In this case, Als is broad in the different pieces he’s selected, but everything has a touch of the personal. I’m glad to find that even the ones steeped in research give a glimpse of the thinker/essayist beneath. There’s something to enjoy about the self even in the essays by Baron Wormser or Leslie Jamison, ones that generally report on, respectively, Hannah Arendt and the women’s march on Washington.

There are people here whom, to keep the party metaphor alive, I generally try to stay on the other side of the room from. There’s Noam Chomsky, for instance. He’s often irritating not so much because he’s right – which he often is – but because he seems always to be hectoring. He’s a progenitor of a certain kind of political purity; you’re with him or you’re against him. I’ve read his work and felt an intolerance of perspective; I may also disdain the perspective, but I don’t have the same impatience or judgement for it. This time, at this party, he’s well-behaved, though. His piece on climate change as existential threat is, oddly, milder in tone than I’m used to. He is as correct as he usually is, but he’s simply less obnoxious about it.

And over there is Rick Moody. He’s that weird guy, the one you don’t feel comfortable admitting you have a lot in common with. He can be self-indulgent – and his tangent here about his thoughts on Nick Cave’s one-time guitar playing certainly feel that way – but he’s onto something with his “Notes on Lazarus.” For much of this, as with the best essays, you feel a restless mind at work, one that slowly moves toward something like peace. Moody doesn’t exactly do peace – at the very least, in what I’ve read, he’s attacking the form of his genre – but he catches a powerful wave and invites us to ride it with him for a while.

As far as I’m concerned, the best of these are the ones by Marilyn Abildskov, Beth Uznis Johnson, and Kathryn Schulz. The first is a clever and moving depersonalization; Abildskov tells the story of a near relationship through the technical challenges of weaving a story. In hers, Johnson explores a “friendship” she finds with the mutual friend of someone who committed suicide. Through the weirdness of Facebook, they’re “introduced” by the dead friend, and the echoes are moving. And Schulz starts with a seemingly light series of reflections about what it means to “lose” things in the sense of misplacing them, and then somehow ratchets it into a beautiful meditation on losing her father.
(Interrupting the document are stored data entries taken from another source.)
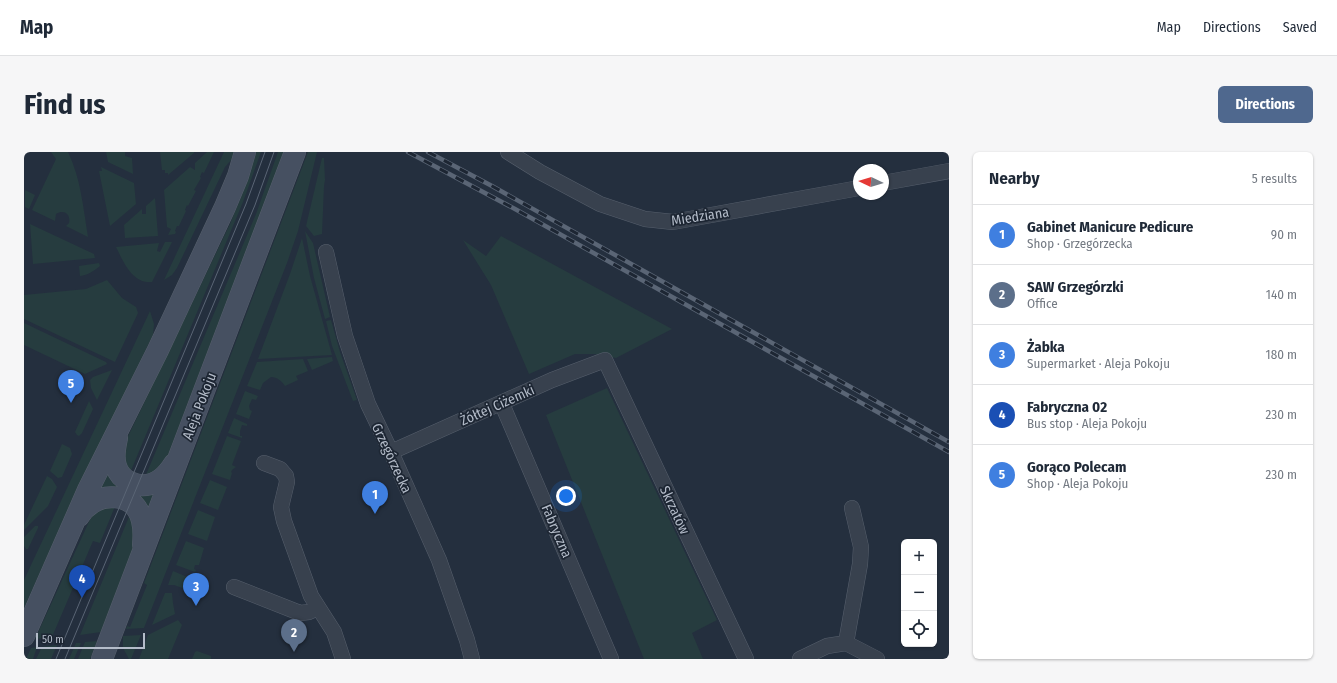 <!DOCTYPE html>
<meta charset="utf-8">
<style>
:root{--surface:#fff;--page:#f6f6f7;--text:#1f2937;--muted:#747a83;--line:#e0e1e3;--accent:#4f688e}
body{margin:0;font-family:"Fira Sans Condensed",sans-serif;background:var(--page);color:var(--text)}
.controls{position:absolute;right:12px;bottom:12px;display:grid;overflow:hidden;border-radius:6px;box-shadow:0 1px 3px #0004}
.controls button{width:36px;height:36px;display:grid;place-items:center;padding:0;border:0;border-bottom:1px solid var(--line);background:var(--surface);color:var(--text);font:20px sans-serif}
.compass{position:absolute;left:829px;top:12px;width:36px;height:36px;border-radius:50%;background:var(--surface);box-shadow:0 1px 3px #0004;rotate:274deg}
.scale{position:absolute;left:12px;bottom:10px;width:109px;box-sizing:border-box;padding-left:4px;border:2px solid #b4bcc9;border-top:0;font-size:11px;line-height:14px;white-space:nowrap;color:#b4bcc9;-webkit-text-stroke:3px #1d2633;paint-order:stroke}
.you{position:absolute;left:542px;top:344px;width:14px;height:14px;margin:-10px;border:3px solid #fff;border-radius:50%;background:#1a73e8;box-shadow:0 0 0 6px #1a73e833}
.badge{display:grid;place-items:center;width:26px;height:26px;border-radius:50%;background:var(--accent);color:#fff;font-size:13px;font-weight:700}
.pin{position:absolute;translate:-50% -33px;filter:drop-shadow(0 1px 2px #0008)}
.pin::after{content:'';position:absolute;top:21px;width:14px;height:12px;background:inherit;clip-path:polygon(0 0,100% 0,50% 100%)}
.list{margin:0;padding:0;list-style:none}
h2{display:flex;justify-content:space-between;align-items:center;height:52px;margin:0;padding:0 16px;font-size:17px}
h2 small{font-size:13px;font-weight:400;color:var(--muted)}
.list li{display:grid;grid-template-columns:26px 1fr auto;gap:12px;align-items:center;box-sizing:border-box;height:60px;padding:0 16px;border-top:1px solid var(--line)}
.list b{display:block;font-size:15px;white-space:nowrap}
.list p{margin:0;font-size:13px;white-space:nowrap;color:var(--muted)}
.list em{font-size:13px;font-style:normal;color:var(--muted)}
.icon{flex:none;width:22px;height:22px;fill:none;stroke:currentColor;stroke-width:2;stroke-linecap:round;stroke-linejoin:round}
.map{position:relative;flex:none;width:925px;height:507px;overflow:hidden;border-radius:6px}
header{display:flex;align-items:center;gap:24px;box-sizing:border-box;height:56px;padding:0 20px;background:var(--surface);border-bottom:1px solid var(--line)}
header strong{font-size:19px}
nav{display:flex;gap:22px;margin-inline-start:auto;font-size:14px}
.intro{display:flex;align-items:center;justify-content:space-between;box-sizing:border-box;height:96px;padding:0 24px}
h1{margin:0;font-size:28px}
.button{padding:10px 18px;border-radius:6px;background:var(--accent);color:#fff;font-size:14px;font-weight:700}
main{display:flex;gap:24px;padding:0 24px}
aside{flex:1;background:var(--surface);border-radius:6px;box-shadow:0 1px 3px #0004}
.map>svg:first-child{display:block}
.green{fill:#263c3f}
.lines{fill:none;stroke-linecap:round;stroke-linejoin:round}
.minor-casing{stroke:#565f6c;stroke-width:16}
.secondary-casing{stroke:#565f6c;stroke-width:22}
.minor{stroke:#38414e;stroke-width:15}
.secondary{stroke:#465061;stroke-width:21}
.tram{stroke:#5a6575;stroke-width:1}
.rail-casing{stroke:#5a6575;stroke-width:4.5}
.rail{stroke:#1d2633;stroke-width:3;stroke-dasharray:9;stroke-linecap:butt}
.labels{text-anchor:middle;stroke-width:3.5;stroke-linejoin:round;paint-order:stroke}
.street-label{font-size:14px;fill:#b4bcc9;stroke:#1d2633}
</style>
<header>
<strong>Map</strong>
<nav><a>Map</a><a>Directions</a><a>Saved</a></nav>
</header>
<div class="intro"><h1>Find us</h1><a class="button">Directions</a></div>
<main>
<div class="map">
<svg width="925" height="507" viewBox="0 0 925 507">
<rect width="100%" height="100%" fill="#242f3e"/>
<path class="green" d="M 27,0 L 44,0 C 57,27 59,55 64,85 L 42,74 L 45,71 C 47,62 40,57 32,62 L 31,69 L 8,58 L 32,7 Z
M 82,0 L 101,0 L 101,4 L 108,6 L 109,22 L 84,10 Z
M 136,0 L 170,0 L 170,1 L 144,23 L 144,21 L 141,21 L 141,18 L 138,18 Z
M 183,0 L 190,0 L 180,21 L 178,20 L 176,25 L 177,26 L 170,38 L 172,39 L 164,54 L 163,53 L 161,58 L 162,59 L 155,74 L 153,74 L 151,79 L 152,80 L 151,82 L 144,83 L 147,77 L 143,75 L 140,38 L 166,15 L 171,18 L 171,11 Z
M 200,0 L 213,0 L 209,6 L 201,15 L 153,116 L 148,123 L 140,128 Z
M 232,0 L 237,0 L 219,50 L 106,321 L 97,299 L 206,72 L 224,27 Z
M 254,0 L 260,0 L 140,314 L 121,325 L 232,62 Z
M 284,0 L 293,0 L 274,79 L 263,111 L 120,476 L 102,477 L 103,474 L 106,475 L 123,433 L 120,431 Z
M 298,6 L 300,6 L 301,28 L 300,34 L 298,82 L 290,84 L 282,74 Z
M 77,15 L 110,31 L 112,52 L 86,74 L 75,19 L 78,19 Z
M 1,38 L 11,43 L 5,57 L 1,55 Z
M 131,46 L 134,84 L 101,86 L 100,73 L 118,57 L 118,62 L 122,62 L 122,54 Z
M 6,72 L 70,102 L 71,106 L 9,112 Z
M 281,79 L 289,91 L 306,165 L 301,167 L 290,126 Z
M 477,84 L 648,177 L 592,206 L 570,202 L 551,202 L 505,222 L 467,133 L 439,88 L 462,104 Z
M 278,86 L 286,124 L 308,203 L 234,207 L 266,122 Z
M 141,90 L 148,90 L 128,130 C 108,132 99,109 92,95 L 135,91 L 133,99 L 136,100 Z
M 75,111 L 76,114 C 70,119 64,123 56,124 L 55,114 Z
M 83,128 L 98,146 L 112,155 L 114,161 L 91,210 L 0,167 L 0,143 L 62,137 Z
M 126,159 L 130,172 L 129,183 L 53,339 L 0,456 L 0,428 Z
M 307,168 L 316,200 L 333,248 L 329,249 L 308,194 L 302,169 Z
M 0,171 L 82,210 L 83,212 L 61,222 L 0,193 Z
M 308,205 L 309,209 L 288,218 L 283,207 Z
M 279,207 L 284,219 L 272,224 L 274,228 L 261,234 C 258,229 253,225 247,225 L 239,231 L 236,238 L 223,234 L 233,210 Z
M 88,218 L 73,248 L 67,236 L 66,228 L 69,225 Z
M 583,236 L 693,468 L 668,481 L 679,507 L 620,507 L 522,263 Z
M 221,239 L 234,244 L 232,248 L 228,247 L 225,254 L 226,258 L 228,259 L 225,267 L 212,262 Z
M 65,249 L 69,257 L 58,281 L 55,284 L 53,283 L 51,280 Z
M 210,266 L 223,272 L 223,274 L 218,273 L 216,279 L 216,284 L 218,284 L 218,286 L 204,281 Z
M 203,284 L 217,289 L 208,313 L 212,315 L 208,318 L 207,320 L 208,321 L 206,328 L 188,322 Z
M 38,292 L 46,296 L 48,302 L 38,325 L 34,326 L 26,319 Z
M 83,316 L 100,335 L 72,340 Z
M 23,324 L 28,327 L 33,335 L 24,354 L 0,378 L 0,373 Z
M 186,328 L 203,335 L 194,358 L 176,351 Z
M 130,339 L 128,364 L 112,346 L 115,340 Z
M 92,352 L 76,391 L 69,389 L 28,485 L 11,487 L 69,361 Z
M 174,358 L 191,365 L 183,389 L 164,382 Z
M 107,360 L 112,388 L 77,480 L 56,483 Z
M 11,374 L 14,374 L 14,376 L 4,397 L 2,397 L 0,394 L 0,385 Z
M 162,389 L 180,396 L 175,413 L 171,413 L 170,417 L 172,418 L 171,420 L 152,413 Z
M 149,419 L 168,427 L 164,438 L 150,433 L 144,433 Z
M 141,441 L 148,441 L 149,451 L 151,462 L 128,473 Z
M 154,468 L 158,473 L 144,507 L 115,507 L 124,483 Z
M 117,483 L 107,507 L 105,507 L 99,496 L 99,484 Z
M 73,489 L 66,507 L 54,507 L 61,490 Z
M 52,491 L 57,491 L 50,507 L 45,507 Z
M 33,493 L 27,507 L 12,507 L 18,495 Z
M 13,495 L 9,507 L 2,507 L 7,496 Z
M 173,499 L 187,504 L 187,507 L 168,507 L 171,500 Z"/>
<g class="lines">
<defs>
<path id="minor" d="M 484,0 L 516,20 L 576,52 L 621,67 L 649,70 L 835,36
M 859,31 L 925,19
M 302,100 L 321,184 L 344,252 L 367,300 L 415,408 L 443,488 L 448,507
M 478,252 L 587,507
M 367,300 L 528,228 L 581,208 L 722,507
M 240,311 L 256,317 L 262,324 L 263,330 L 257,355 L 260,369 L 287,444 L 310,480 L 319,507
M 210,435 L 276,461 L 285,460 L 294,456
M 822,491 L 836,412 L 837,395 L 828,356
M 776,507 L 803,494 L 822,491 L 853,507"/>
<path id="secondary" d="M 93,286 C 91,295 89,305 92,314 C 94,321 99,327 106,330 C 124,339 140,328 150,312
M 55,364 C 58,359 63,354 68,351 C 81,342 104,343 113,357 C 120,367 120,382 119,393
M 0,484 L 64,338 L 134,198 L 201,55 L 214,24 L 221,0
M 78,507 L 271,0"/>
</defs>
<use href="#minor" class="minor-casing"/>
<use href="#secondary" class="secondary-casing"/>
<use href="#minor" class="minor"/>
<use href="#secondary" class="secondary"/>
<path class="tram" d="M 32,507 L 222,52 L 241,0
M 41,507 L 231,53 L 250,0"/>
<defs>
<path id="rail" d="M 384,0 L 491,57 L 925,300
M 404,0 L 468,34 L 925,290"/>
</defs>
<use href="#rail" class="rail-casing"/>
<use href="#rail" class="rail"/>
</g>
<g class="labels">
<g class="street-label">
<text transform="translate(676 64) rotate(-9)" y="5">Miedziana</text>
<text transform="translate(473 253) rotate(-24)" y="5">Żółtej Ciżemki</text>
<text transform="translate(175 254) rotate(-69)" y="5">Aleja Pokoju</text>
<text transform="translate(368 306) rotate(65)" y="5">Grzegórzecka</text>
<text transform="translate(651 358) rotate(65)" y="5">Skrzatów</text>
<text transform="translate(533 379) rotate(67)" y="5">Fabryczna</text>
</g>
</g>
</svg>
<div class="controls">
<button>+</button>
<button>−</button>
<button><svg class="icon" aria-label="locate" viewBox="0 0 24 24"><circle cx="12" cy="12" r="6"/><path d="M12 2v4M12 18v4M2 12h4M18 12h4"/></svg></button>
</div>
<svg class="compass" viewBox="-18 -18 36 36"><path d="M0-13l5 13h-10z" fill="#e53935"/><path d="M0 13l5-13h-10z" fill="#747a83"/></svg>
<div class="scale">50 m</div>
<div class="you"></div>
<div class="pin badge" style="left:351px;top:362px;background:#3f7fe0">1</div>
<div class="pin badge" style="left:270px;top:500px;background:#5c6f8a">2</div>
<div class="pin badge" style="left:172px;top:454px;background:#3f7fe0">3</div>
<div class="pin badge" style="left:58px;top:446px;background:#1a4fb4">4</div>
<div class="pin badge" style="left:47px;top:251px;background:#3f7fe0">5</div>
</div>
<aside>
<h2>Nearby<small>5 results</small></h2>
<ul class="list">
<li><span class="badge" style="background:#3f7fe0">1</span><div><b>Gabinet Manicure Pedicure</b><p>Shop · Grzegórzecka</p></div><em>90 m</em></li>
<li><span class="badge" style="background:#5c6f8a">2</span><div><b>SAW Grzegórzki</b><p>Office</p></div><em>140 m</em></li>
<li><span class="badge" style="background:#3f7fe0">3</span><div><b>Żabka</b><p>Supermarket · Aleja Pokoju</p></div><em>180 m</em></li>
<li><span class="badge" style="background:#1a4fb4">4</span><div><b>Fabryczna 02</b><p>Bus stop · Aleja Pokoju</p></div><em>230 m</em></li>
<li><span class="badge" style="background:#3f7fe0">5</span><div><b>Gorąco Polecam</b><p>Shop · Aleja Pokoju</p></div><em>230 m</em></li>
</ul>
</aside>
</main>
Beyond those excellent ones, there really are no stinkers at all in this collection. Granting that, in this context, there’s something to admire in anything Atwan awards semi-finalist standing, there aren’t any here that turn me off with their self-indulgence, esoteric tone, or pretentiousness. Three home runs is about the average for me in reading these anthologies, but there are usually at least a couple “stinkers.” Given that most of the others I haven’t mentioned are also very impressive (I think of the terribly sad, posthumous essay by David Wong Louie in particular) this is certainly worth picking up.